Dudley and Dunleavey then teamed up with other scientists, including UNC’s Paul Dayton, PhD, a professor in the Department of Biomedical Engineering, member of the UNC Lineberger Comprehensive Cancer Center, and co-author on the Nature Communications paper. Dayton’s lab conducted ultrasound imaging studies showing that PECAM1-positive tumor blood vessels in mice had twice the vascular density of PECAM1-negative vessels. And the blood volume of PECAM1-positive blood vessels was 4 ½ times greater than PECAM1-negative vessels. This showed the researchers that these newly discovered PECAM1-positive melanoma cells had a real effect on the function of tumor blood vessels.
Dunleavey added, “We think these cells help allow tumor cells to interact in specific ways with bona fide endothelial cells.” And this interaction – plus the lack of VEGF responsiveness – could help blood vessels and blood-filled channels resist therapies designed to destroy them.
Dunleavey and Dudley said that this discovery is likely just one part of how some tumors manage to circumnavigate therapies designed to attack their blood vessels.

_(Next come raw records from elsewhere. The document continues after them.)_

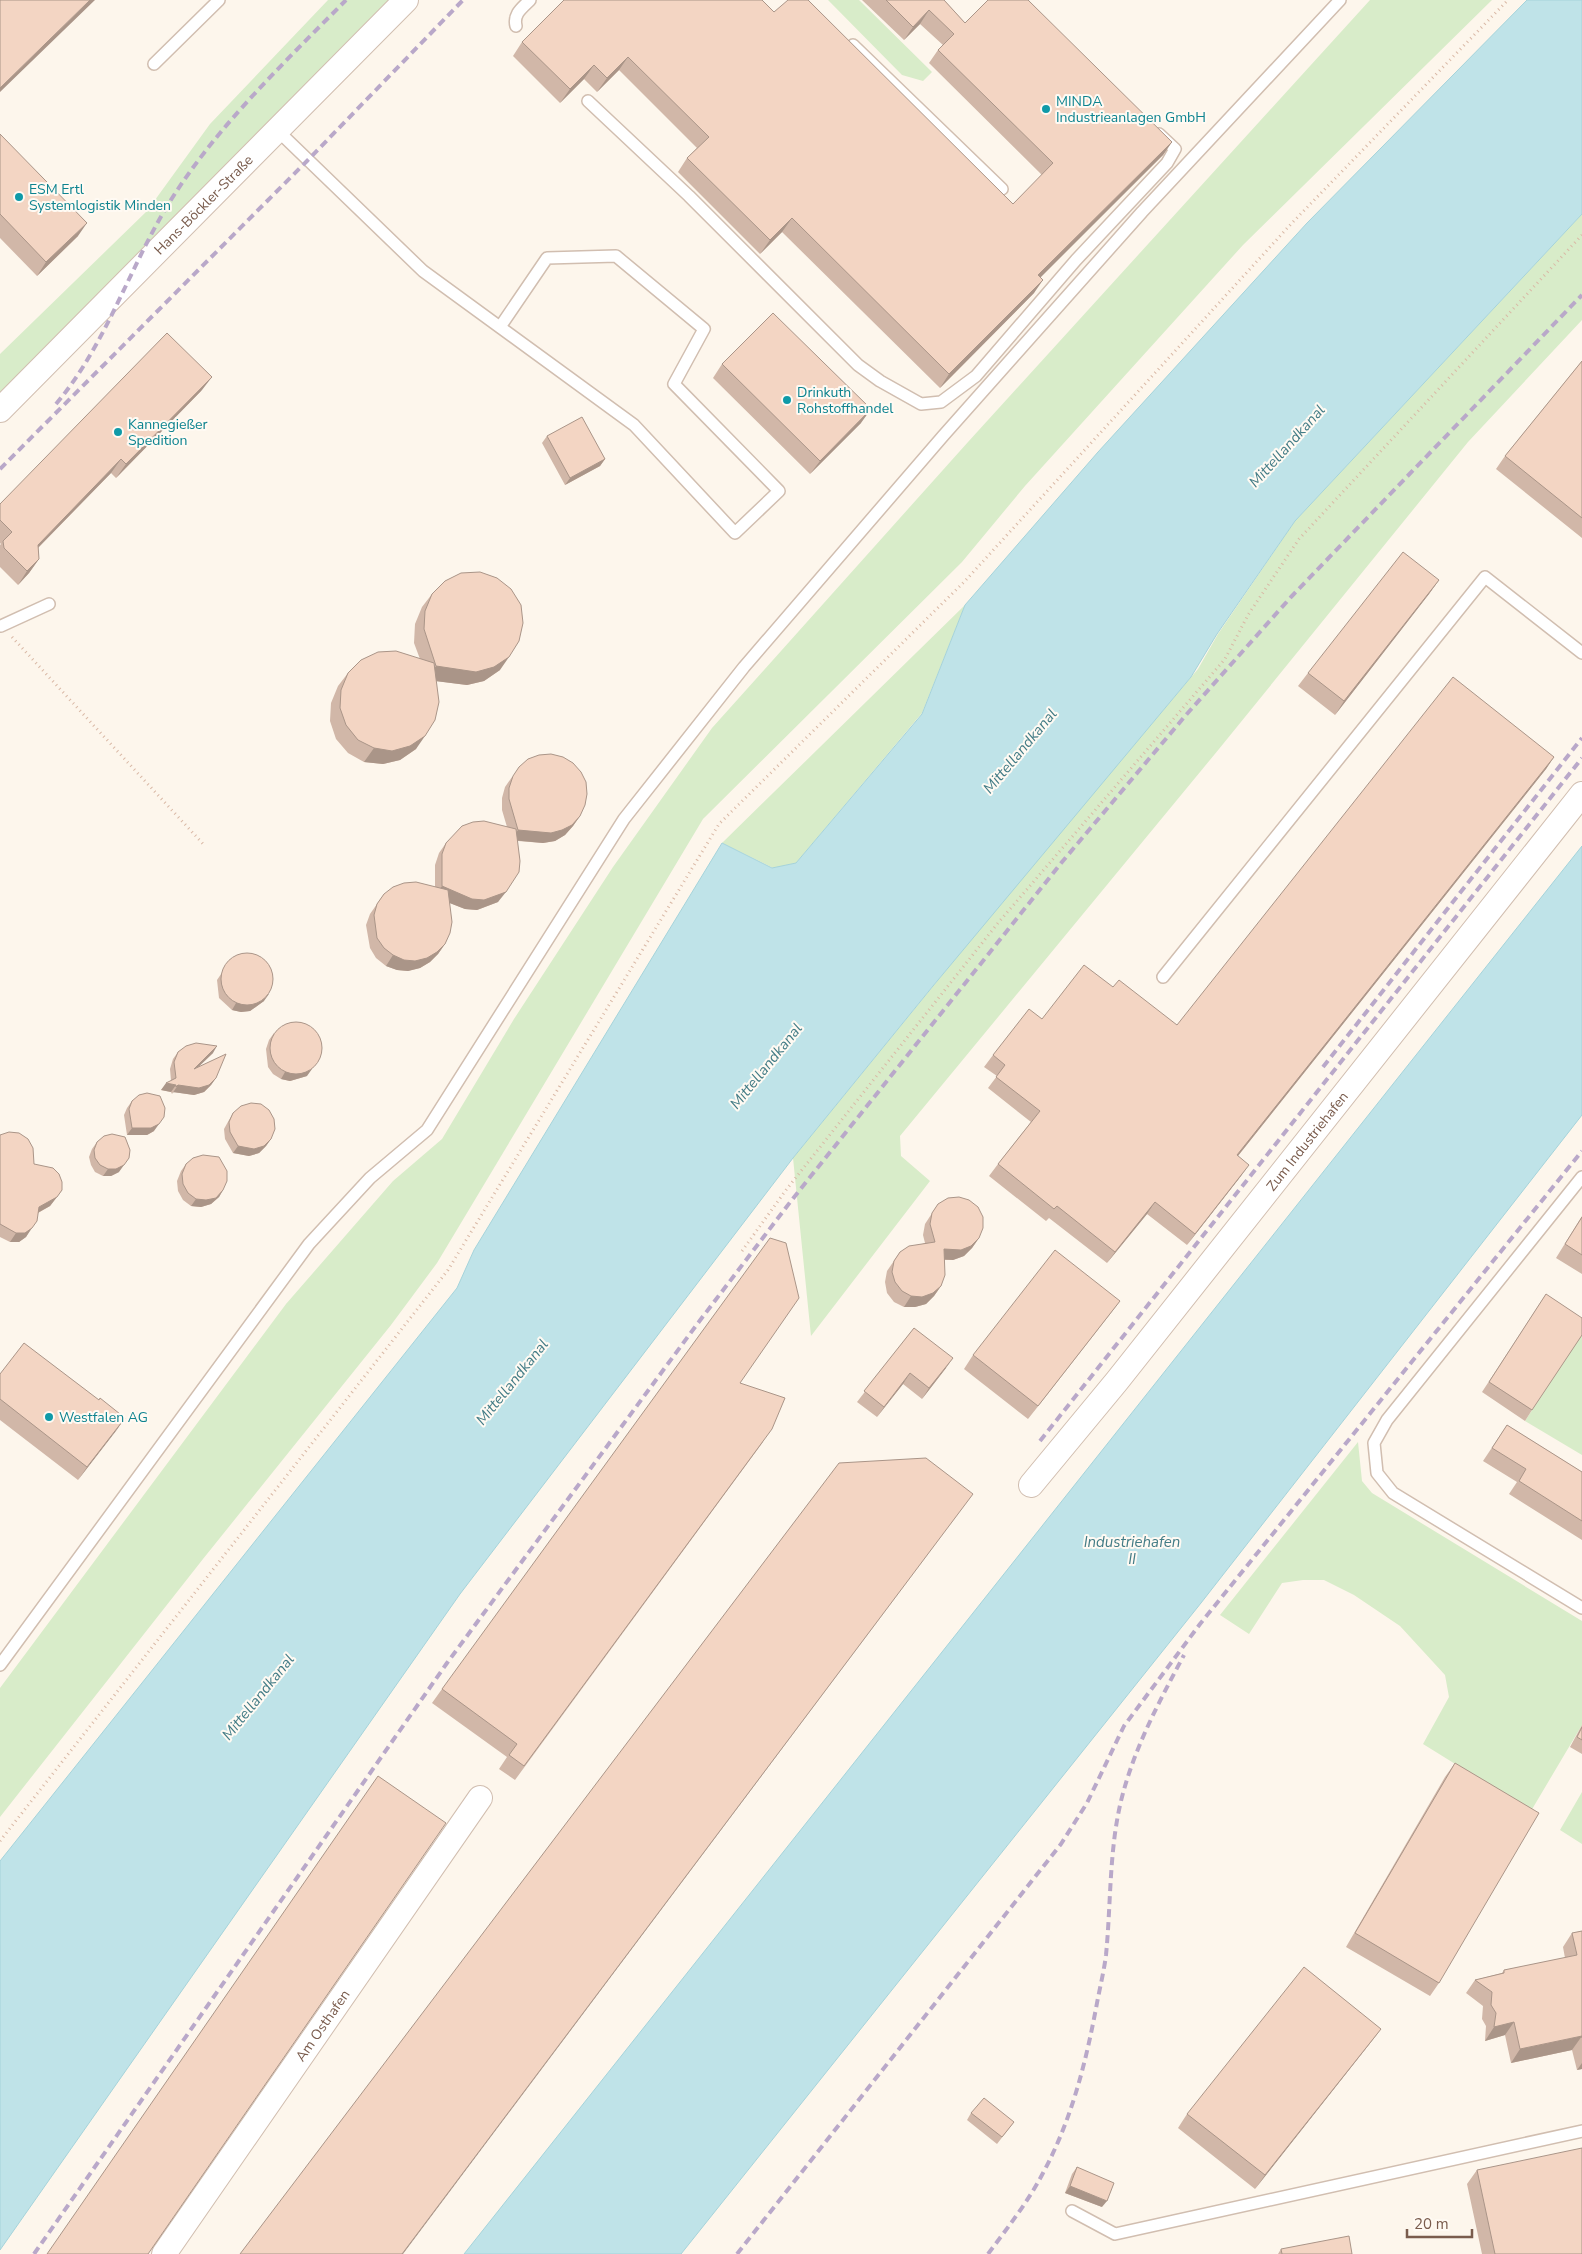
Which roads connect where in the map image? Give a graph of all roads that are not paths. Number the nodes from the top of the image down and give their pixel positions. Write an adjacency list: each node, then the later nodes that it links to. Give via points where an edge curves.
1 (218, 0): 7 (lane)
2 (406, 0): 10 (street, Hans-Böckler-Straße)
3 (530, 0): 5 (lane, via 517,14)
4 (1340, 0): 22 (lane, via 1136,220 943,436 744,667 624,819 427,1130 370,1178 309,1244)
5 (516, 26)
6 (845, 38): 11 (lane)
7 (154, 64)
8 (588, 101): 9 (lane, via 689,196 858,365 921,404 941,402 976,376 1076,260 1167,163 1175,150)
9 (1154, 129)
10 (277, 130): 12 (lane, via 423,271); 13 (street, Hans-Böckler-Straße)
11 (1002, 189)
12 (500, 327): 12 (lane, via 634,425 735,533 779,491 674,384 704,329 616,256 547,258)
13 (0, 410)
14 (49, 604): 15 (lane)
15 (0, 626)
16 (1582, 653): 18 (lane, via 1485,577)
17 (1582, 794): 20 (street, Zum Industriehafen)
18 (1163, 977)
19 (1582, 1176): 21 (lane, via 1387,1420 1374,1443 1377,1473 1392,1493)
20 (1031, 1485)
21 (1582, 1608)
22 (0, 1664)
23 (480, 1798): 26 (street, Am Osthafen)
24 (1582, 2131): 25 (lane, via 1116,2234)
25 (1072, 2211)
26 (164, 2254)

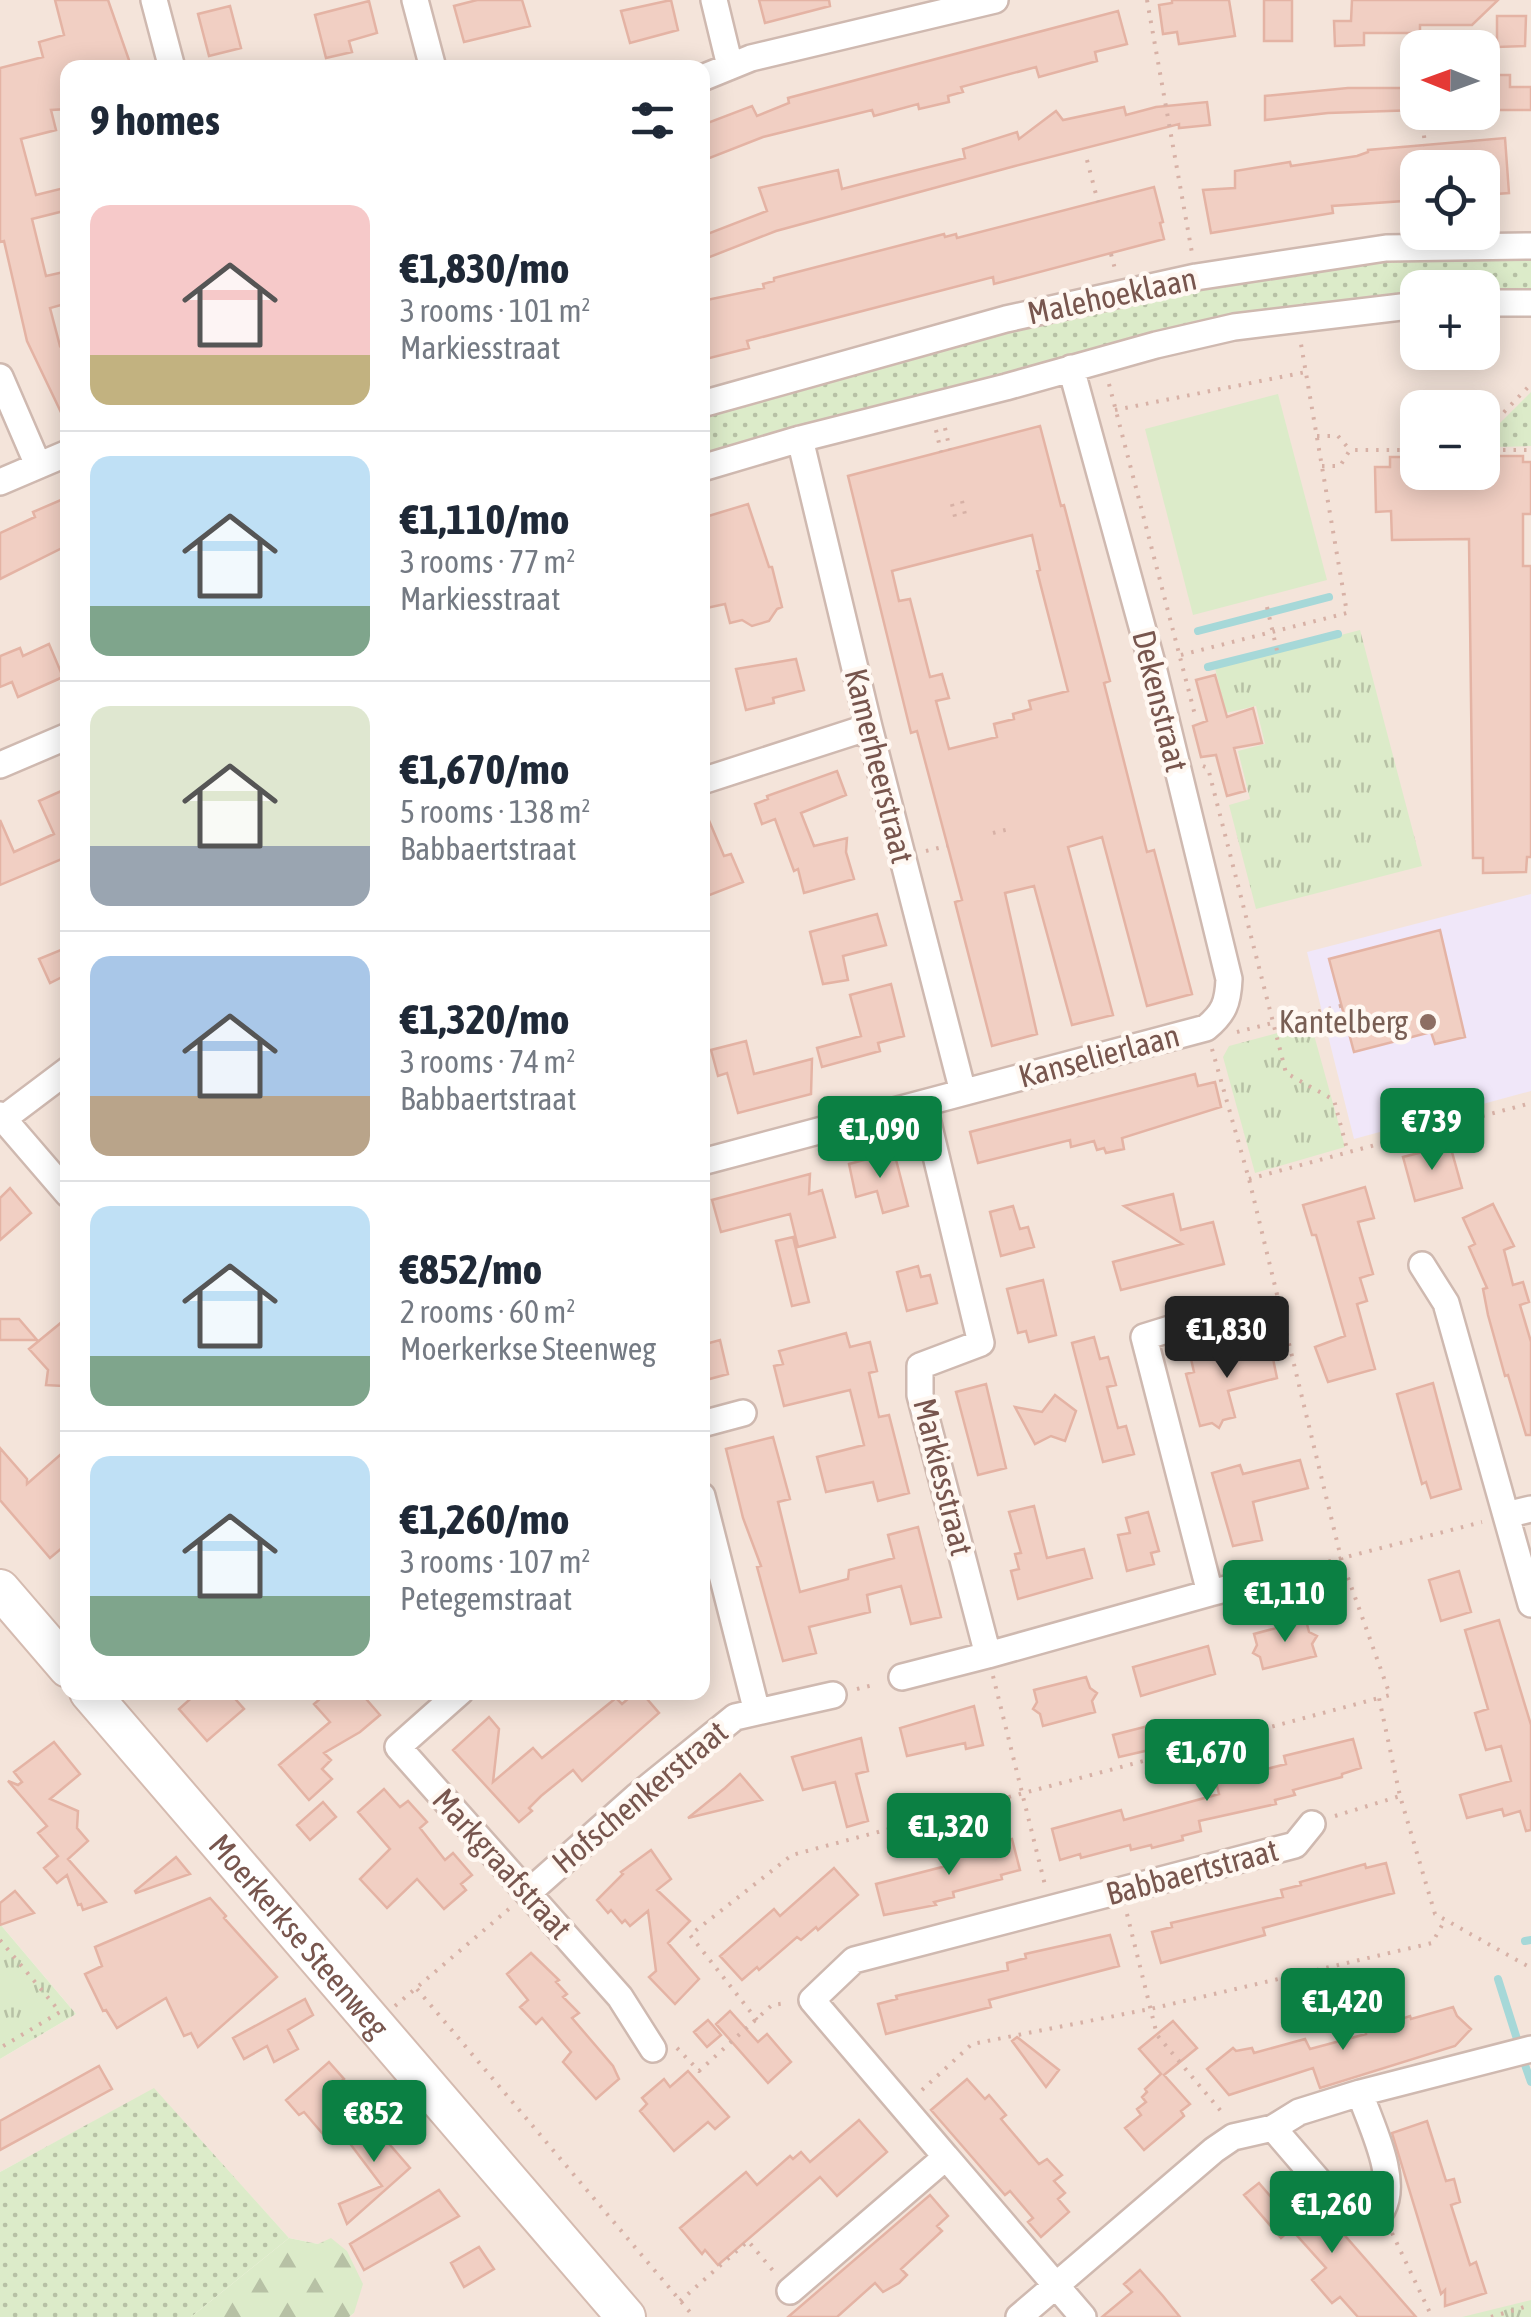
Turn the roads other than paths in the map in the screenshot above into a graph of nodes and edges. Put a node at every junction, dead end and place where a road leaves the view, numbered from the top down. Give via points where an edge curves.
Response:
1 (154, 0) edge
2 (415, 0) edge
3 (714, 0) edge
4 (990, 1) edge
5 (170, 60) edge
6 (431, 60) edge
7 (730, 66) junction
8 (710, 75) edge
9 (1531, 246) edge
10 (1531, 302) edge
11 (1500, 303) edge
12 (1400, 307) edge
13 (1072, 368) junction
14 (0, 377) edge
15 (710, 402) edge
16 (800, 438) junction
17 (60, 456) edge
18 (38, 466) junction
19 (710, 466) edge
20 (0, 482) edge
21 (868, 726) junction
22 (60, 739) edge
23 (0, 765) edge
24 (710, 778) edge
25 (1206, 1028) joint
26 (60, 1076) edge
27 (963, 1092) junction
28 (924, 1106) junction
29 (2, 1117) edge
30 (710, 1160) edge
31 (60, 1185) edge
32 (1422, 1265) dead end
33 (1202, 1320) road end
34 (743, 1412) dead end
35 (710, 1422) edge
36 (1518, 1512) edge
37 (710, 1527) edge
38 (1265, 1578) road end
39 (0, 1589) edge
40 (1210, 1593) junction
41 (1531, 1604) edge
42 (988, 1655) junction
43 (60, 1659) edge
44 (902, 1678) road end
45 (834, 1695) road end
46 (96, 1700) edge
47 (451, 1700) edge
48 (757, 1712) junction
49 (1312, 1824) road end
50 (528, 1892) junction
51 (1531, 2049) edge
52 (654, 2050) road end
53 (1360, 2093) junction
54 (1274, 2128) junction
55 (946, 2157) junction
56 (1056, 2286) junction
57 (790, 2291) road end
58 (626, 2317) edge
59 (1019, 2317) edge
60 (1083, 2317) edge

1 - 5 street
2 - 6 street
3 - 7 street
4 - 7 street
7 - 8 street
9 - 15 street, Malehoeklaan via 1386,248 1196,277 1006,318
10 - 11 street
12 - 13 street, Malehoeklaan via 1234,327
13 - 16 street, Malehoeklaan
13 - 25 street, Dekenstraat via 1229,980 1222,1014
14 - 18 street
16 - 19 street, Malehoeklaan
16 - 21 street, Kamerheerstraat
17 - 18 street
18 - 20 street
21 - 24 street
21 - 27 street, Kamerheerstraat
22 - 23 street
25 - 27 street, Kanselierlaan
26 - 29 street
27 - 28 street, Kanselierlaan
28 - 30 street, Kanselierlaan
28 - 42 street, Markiesstraat via 982,1343 920,1366 920,1395
29 - 31 street
32 - 36 street via 1446,1302
33 - 40 street via 1144,1337
34 - 35 street
36 - 41 street
37 - 48 street, Hofschenkerstraat
38 - 40 street
39 - 43 street
40 - 42 street
42 - 44 street
45 - 48 street, Hofschenkerstraat
46 - 58 street, Moerkerkse Steenweg
47 - 50 street, Markgraafstraat via 398,1747
48 - 50 street, Hofschenkerstraat via 736,1717 696,1747
49 - 55 street, Babbaertstraat via 1294,1845 854,1960 812,2000
50 - 52 street, Markgraafstraat via 620,1998
51 - 53 street
53 - 54 street via 1299,2112
53 - 54 street via 1390,2183 1382,2210 1360,2216 1341,2207
54 - 56 street via 1214,2150
55 - 56 street
55 - 57 street
56 - 59 street
56 - 60 street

“Anti-angiogenic therapies are typically used in conjunction with another drug,” Dunleavey said. “It could be that we’ll need to develop a combination of anti-angiogenic drugs to attack the endothelial cells that form blood vessels and the tumor cells that might form blood-filled channels in tumors.”
Other authors of the Nature Communications paper, include UNC graduate students Lin Xiao, David Irwin, Victoria Brings, and Sarah E. Shelton; UNC undergraduate student Joshua Thompson; lab technician Mi Mi Kim; Janiel M. Shields, PhD; David W. Ollila, MD, professor of surgery at UNC; Rolf A. Brekken, PhD, associate professor at the University of Texas Southwestern Medical Center; and Juan M. Melero-Martin, PhD, assistant professor of surgery at Harvard.
This research was funded by grants from the National Institutes of Health and the University Cancer Research Fund at UNC-Chapel Hill.